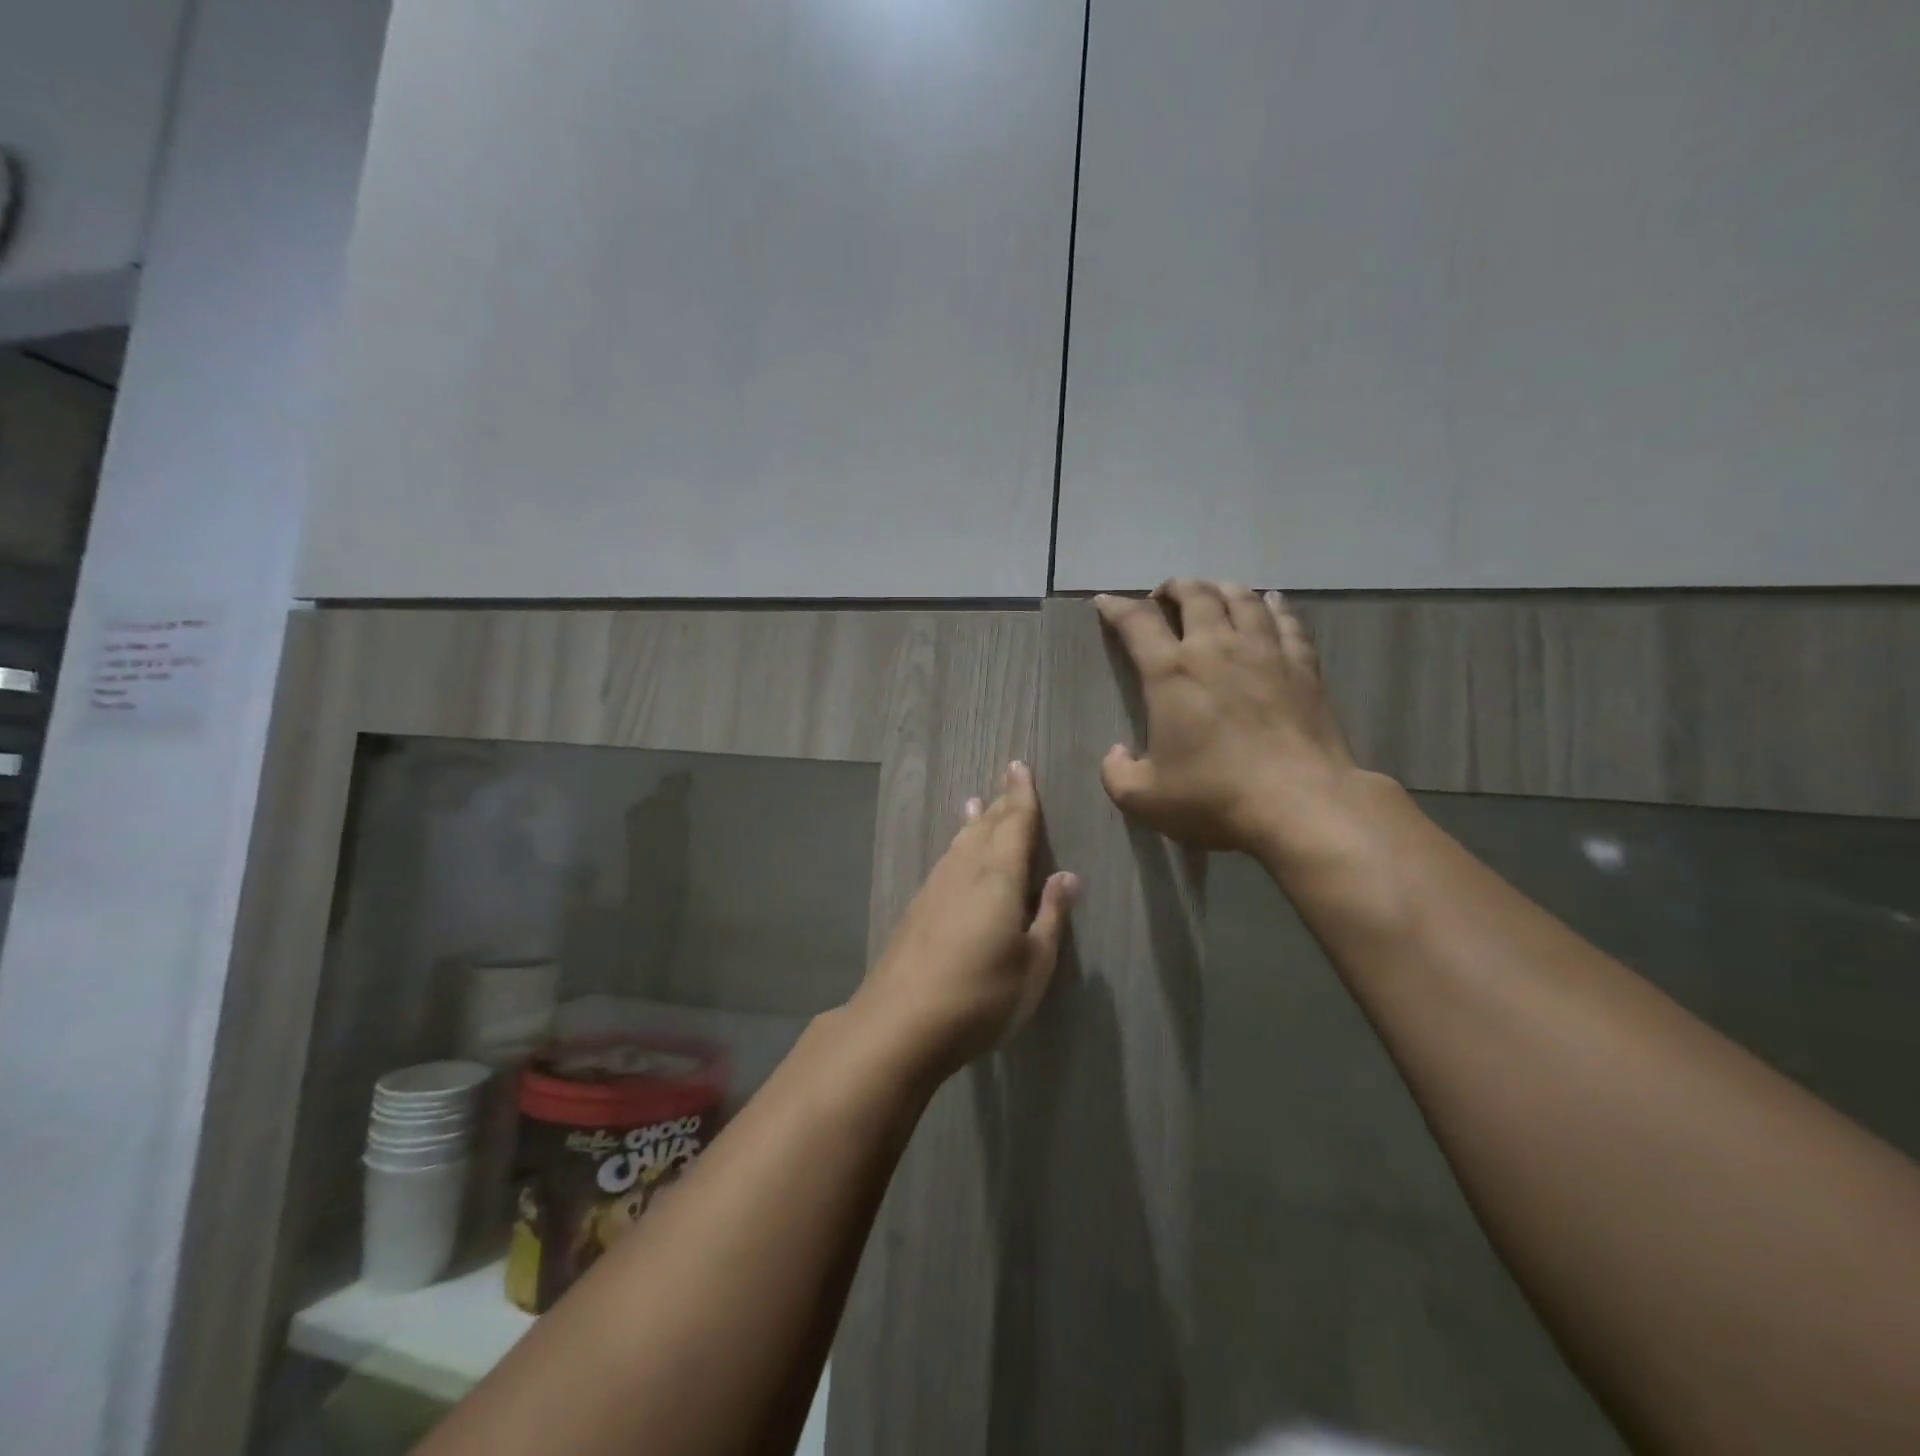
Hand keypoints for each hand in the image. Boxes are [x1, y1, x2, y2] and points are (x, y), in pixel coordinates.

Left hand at [852, 762, 1076, 1075]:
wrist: (900, 1023)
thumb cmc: (982, 995)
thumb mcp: (1034, 964)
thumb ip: (1051, 917)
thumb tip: (1066, 876)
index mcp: (999, 878)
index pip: (1016, 825)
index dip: (1022, 796)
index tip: (1020, 767)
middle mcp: (964, 872)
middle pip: (986, 828)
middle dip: (1000, 802)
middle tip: (1007, 776)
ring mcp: (935, 889)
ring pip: (960, 843)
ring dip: (973, 822)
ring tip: (976, 804)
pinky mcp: (916, 910)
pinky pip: (945, 863)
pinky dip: (955, 847)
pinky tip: (953, 855)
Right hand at [1095, 581, 1362, 854]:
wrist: (1300, 804)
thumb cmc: (1215, 797)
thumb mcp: (1144, 798)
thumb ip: (1117, 774)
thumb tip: (1116, 753)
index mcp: (1171, 673)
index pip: (1137, 623)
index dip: (1116, 607)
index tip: (1105, 602)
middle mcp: (1216, 649)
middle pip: (1195, 596)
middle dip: (1174, 589)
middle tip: (1164, 596)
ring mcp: (1265, 653)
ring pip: (1242, 600)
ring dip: (1221, 589)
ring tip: (1212, 592)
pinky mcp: (1303, 667)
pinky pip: (1287, 622)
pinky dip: (1274, 606)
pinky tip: (1271, 602)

**ASSIGNED TASK**: Produce a word-for-word copy of the records, omitting all images.

**RESULT OF THIS TASK**:
Hand keypoints for each hand in the image. Boxes are [x1, y1, x2, y2] and points are (x, y), in pixel coordinates.

Left hand at [852, 762, 1076, 1075]:
wrist: (900, 1023)
thumb cmc: (982, 995)
thumb mcp: (1034, 964)
thumb ip: (1051, 917)
thumb tip: (1066, 876)
index mcp: (999, 878)
index pip: (1016, 825)
index dip: (1022, 796)
index tip: (1020, 767)
middle mcp: (964, 872)
middle pip: (986, 828)
middle dip: (1000, 802)
middle tip: (1007, 776)
ring mcp: (935, 889)
ring pip: (960, 843)
ring dip: (973, 822)
ring tip: (976, 804)
pinky mcp: (916, 910)
pinky pip: (945, 863)
pinky dip: (955, 847)
pinky tip: (953, 855)
Right hand at [1095, 581, 1362, 854]:
wrist: (1300, 804)
thumb cmc: (1215, 797)
thumb mcp: (1144, 798)
thumb ip: (1117, 774)
thumb tip: (1116, 753)
index mcp: (1171, 673)
index pip: (1137, 623)
index dip: (1116, 607)
index tip: (1105, 602)
middle mcp: (1216, 649)
middle pip: (1195, 596)
middle dip: (1174, 589)
middle tip: (1164, 596)
ring mcp: (1265, 653)
ring pip: (1242, 600)
ring dip: (1221, 589)
ring tip: (1212, 592)
pinky mcp: (1303, 667)
pinky pip: (1287, 622)
pinky dip: (1274, 606)
pinky tip: (1271, 602)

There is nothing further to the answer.